Segment Start: SOURCE INFORMATION
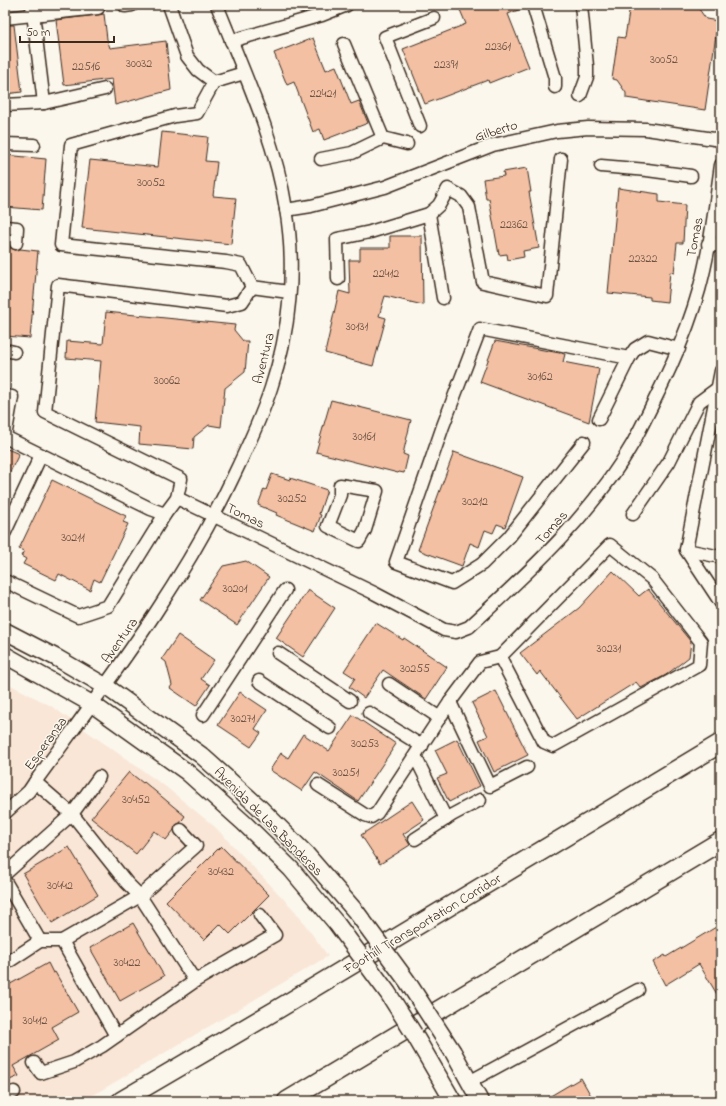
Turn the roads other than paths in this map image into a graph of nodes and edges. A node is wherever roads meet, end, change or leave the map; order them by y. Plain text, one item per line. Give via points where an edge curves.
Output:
1 (169, 5) edge
2 (217, 5) edge
3 (347, 5) edge
4 (533, 5) edge
5 (581, 5) edge
6 (98, 8) dead end
7 (33, 10) edge
8 (5, 18) edge
9 (434, 18) dead end
10 (231, 40) junction
11 (344, 44) dead end
12 (244, 73) junction
13 (214, 82) junction
14 (555, 87) dead end
15 (105, 88) dead end
16 (580, 96) dead end
17 (44, 103) junction
18 (5, 105) edge
19 (420, 126) dead end
20 (383, 138) junction
21 (721, 140) edge
22 (5, 144) edge
23 (34, 144) dead end
24 (407, 144) dead end
25 (321, 159) dead end
26 (561, 159) dead end
27 (721, 165) edge
28 (601, 166) dead end
29 (690, 176) dead end
30 (286, 210) junction
31 (429, 214) junction
32 (5, 227) edge
33 (16, 243) dead end
34 (708, 244) junction
35 (721, 246) edge
36 (338, 279) dead end
37 (252, 287) junction
38 (289, 292) junction
39 (443, 298) dead end
40 (679, 349) junction
41 (629, 358) junction
42 (721, 372) edge
43 (718, 388) junction
44 (5, 396) edge
45 (598, 419) dead end
46 (584, 442) dead end
47 (41, 455) junction
48 (178, 498) junction
49 (165, 514) junction
50 (633, 514) dead end
51 (215, 516) junction
52 (328, 526) joint
53 (5, 532) edge
54 (686, 550) junction
55 (721, 558) edge
56 (5, 581) edge
57 (285, 590) dead end
58 (721, 604) edge
59 (5, 631) edge
60 (278, 653) dead end
61 (5, 655) edge
62 (500, 658) junction
63 (259, 681) dead end
64 (389, 684) dead end
65 (105, 686) junction
66 (350, 701) dead end
67 (450, 702) junction
68 (92, 704) junction
69 (369, 713) dead end
70 (203, 715) dead end
71 (440, 718) junction
72 (330, 728) dead end
73 (721, 743) edge
74 (418, 751) junction
75 (527, 767) dead end
76 (99, 777) dead end
77 (35, 782) junction
78 (318, 785) dead end
79 (480, 800) dead end
80 (5, 813) edge
81 (72, 814) junction
82 (446, 819) junction
83 (181, 830) dead end
84 (415, 839) dead end
85 (721, 841) edge
86 (5, 874) edge
87 (5, 881) edge
88 (140, 896) junction
89 (260, 915) dead end
90 (40, 941) junction
91 (62, 941) junction
92 (5, 964) edge
93 (195, 981) junction
94 (638, 990) dead end
95 (116, 1036) junction
96 (34, 1063) dead end
97 (469, 1082) junction
98 (451, 1097) edge
99 (121, 1101) edge
100 (287, 1101) edge
101 (480, 1101) edge

1 - 13 street via 187,56 198,70
2 - 10 street, Aventura
3 - 10 street via 322,15
4 - 14 street
5 - 16 street via 588,66
6 - 7 street
7 - 8 street
7 - 17 street
9 - 19 street via 385,37
10 - 12 street, Aventura
11 - 20 street
12 - 13 street
12 - 30 street, Aventura via 269,138
13 - 37 street via 197,113 175,116 71,145 61,245 241,265
15 - 17 street
17 - 18 street
20 - 24 street
20 - 25 street via 352,153
21 - 30 street, Gilberto via 646,129 588,128 557,131 493,145 384,187
22 - 23 street
26 - 31 street via 547,296 483,282 469,207 461,196 448,189 439,205
27 - 34 street, Tomas
28 - 29 street
30 - 38 street, Aventura via 290,245
31 - 36 street via 337,240
31 - 39 street
32 - 33 street via 17,228
34 - 35 street
34 - 40 street, Tomas via 699,291
37 - 38 street
37 - 48 street via 242,302 227,306 58,285 45,412 181,479
38 - 51 street, Aventura via 284,333 272,386 248,446
40 - 41 street via 648,341 635,349
40 - 51 street, Tomas via 633,444 601,492 530,572 469,627 456,632 444,630
41 - 45 street
41 - 46 street via 480,329 396,562 452,583 476,568 509,538
42 - 43 street
43 - 50 street via 699,402 669,462
43 - 54 street
44 - 47 street via 12,398 5,437
47 - 49 street
47 - 53 street
48 - 49 street
48 - 51 street, Tomas
49 - 56 street via 108,606 78,616
51 - 65 street, Aventura via 162,603
52 - 52 street via 359,540 365,530 377,491 340,485 340,495
54 - 55 street
54 - 58 street
57 - 70 street
59 - 65 main road, Avenida de Las Banderas
60 - 66 street
61 - 68 main road, Avenida de Las Banderas
62 - 62 street via 610,545 652,579 701,642 699,665 553,746 544,742
62 - 67 street via 480,662
63 - 72 street
64 - 71 street
65 - 68 street, Esperanza
65 - 97 main road, Avenida de Las Banderas, bridge via 201,755 306,854 357,913 407,980
67 - 71 street
67 - 75 street via 490,786
68 - 77 street, Esperanza
68 - 98 main road, Avenida de Las Banderas, bridge via 187,772 224,804 290,869 337,924 388,993
69 - 74 street
71 - 74 street
73 - 99 highway, Foothill Transportation Corridor
74 - 78 street via 371,817
74 - 82 street
76 - 81 street
77 - 80 street, Esperanza
77 - 81 street
79 - 82 street
81 - 86 street
81 - 88 street
82 - 84 street
83 - 88 street via 196,846
85 - 100 highway
87 - 90 street
88 - 91 street
88 - 93 street
89 - 93 street via 275,935
90 - 91 street
90 - 92 street
91 - 95 street
93 - 95 street
94 - 97 street
95 - 96 street via 74,1062 41,1073
97 - 98 main road
97 - 101 main road, Avenida de Las Banderas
Segment End: SOURCE INFORMATION
Respond with a single number, namely how many lines of the entries contain the word "Avenida".

5